- [EXERCISE]
Your answer must be every line of the data that contains "highway".

(Beginning of PROVIDED ENTRIES)

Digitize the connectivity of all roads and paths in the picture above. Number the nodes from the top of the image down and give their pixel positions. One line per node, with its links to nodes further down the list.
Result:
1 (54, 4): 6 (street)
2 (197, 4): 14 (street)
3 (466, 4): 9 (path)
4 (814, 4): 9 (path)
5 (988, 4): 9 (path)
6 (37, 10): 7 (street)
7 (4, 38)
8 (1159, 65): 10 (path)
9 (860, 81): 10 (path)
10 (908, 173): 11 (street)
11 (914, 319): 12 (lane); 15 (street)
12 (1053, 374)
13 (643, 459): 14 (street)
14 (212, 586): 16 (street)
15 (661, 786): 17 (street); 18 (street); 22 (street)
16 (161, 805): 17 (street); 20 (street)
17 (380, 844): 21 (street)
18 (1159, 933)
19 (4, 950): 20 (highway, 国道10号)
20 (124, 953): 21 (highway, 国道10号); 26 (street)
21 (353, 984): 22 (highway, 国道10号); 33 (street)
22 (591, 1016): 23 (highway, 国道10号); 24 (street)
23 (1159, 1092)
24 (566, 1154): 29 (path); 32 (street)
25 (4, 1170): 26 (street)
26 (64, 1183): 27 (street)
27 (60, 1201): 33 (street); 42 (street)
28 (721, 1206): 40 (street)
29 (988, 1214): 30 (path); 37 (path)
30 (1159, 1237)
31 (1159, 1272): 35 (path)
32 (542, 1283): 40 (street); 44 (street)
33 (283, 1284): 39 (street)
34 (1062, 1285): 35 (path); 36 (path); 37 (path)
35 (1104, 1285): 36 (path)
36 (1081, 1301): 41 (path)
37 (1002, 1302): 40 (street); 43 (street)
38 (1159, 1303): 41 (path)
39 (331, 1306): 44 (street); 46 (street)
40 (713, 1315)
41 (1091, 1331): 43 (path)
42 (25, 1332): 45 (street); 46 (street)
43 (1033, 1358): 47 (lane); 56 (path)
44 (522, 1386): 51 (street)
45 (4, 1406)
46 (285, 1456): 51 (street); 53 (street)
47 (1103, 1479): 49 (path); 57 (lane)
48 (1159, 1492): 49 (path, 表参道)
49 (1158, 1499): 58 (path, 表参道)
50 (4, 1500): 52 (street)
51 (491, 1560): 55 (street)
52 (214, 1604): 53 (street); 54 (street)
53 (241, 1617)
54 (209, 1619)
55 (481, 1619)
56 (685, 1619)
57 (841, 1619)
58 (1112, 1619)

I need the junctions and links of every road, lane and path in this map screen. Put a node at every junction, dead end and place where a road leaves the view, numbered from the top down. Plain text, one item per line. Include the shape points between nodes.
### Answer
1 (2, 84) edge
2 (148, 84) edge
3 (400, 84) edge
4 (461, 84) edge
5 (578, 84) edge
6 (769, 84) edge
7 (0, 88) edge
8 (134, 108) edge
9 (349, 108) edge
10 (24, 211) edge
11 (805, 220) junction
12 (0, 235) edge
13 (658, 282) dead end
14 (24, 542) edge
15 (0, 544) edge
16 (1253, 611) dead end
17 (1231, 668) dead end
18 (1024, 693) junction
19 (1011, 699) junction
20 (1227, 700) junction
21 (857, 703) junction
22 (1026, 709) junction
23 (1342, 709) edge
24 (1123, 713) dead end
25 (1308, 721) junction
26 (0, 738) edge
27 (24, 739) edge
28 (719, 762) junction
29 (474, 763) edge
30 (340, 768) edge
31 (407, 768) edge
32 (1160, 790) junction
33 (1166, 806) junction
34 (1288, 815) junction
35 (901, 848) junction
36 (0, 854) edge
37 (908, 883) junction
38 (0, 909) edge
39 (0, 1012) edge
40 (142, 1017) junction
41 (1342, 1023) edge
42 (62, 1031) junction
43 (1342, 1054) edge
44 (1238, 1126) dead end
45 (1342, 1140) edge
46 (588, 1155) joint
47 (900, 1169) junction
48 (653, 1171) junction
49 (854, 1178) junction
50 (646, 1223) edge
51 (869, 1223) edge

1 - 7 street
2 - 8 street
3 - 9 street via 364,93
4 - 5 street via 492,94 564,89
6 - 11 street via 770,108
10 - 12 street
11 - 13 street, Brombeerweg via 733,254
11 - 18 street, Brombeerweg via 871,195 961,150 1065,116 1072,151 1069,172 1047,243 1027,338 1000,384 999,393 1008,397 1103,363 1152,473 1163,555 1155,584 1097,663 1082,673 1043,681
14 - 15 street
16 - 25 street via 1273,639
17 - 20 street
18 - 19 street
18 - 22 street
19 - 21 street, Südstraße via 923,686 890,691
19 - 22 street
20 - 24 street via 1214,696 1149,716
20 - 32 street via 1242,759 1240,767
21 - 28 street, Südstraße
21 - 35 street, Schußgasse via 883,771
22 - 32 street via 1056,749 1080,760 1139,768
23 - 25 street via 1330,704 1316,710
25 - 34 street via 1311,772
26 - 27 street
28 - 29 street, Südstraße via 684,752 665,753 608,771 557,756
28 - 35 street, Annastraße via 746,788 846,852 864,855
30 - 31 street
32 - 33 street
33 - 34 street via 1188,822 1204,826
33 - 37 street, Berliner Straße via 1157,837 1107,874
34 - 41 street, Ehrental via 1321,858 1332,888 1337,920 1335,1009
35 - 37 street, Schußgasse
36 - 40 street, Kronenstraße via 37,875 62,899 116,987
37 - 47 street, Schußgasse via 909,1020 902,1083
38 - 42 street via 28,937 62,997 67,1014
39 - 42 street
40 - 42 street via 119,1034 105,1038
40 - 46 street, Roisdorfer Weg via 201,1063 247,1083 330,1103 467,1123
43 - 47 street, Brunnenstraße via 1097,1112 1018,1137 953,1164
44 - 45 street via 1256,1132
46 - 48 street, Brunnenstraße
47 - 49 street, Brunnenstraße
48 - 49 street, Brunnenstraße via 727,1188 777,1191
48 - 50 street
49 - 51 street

(End of PROVIDED ENTRIES)

- [EXERCISE ANSWER]
19 (4, 950): 20 (highway, 国道10号)
20 (124, 953): 21 (highway, 国道10号); 26 (street)
21 (353, 984): 22 (highway, 国道10号); 33 (street)
22 (591, 1016): 23 (highway, 国道10号); 24 (street)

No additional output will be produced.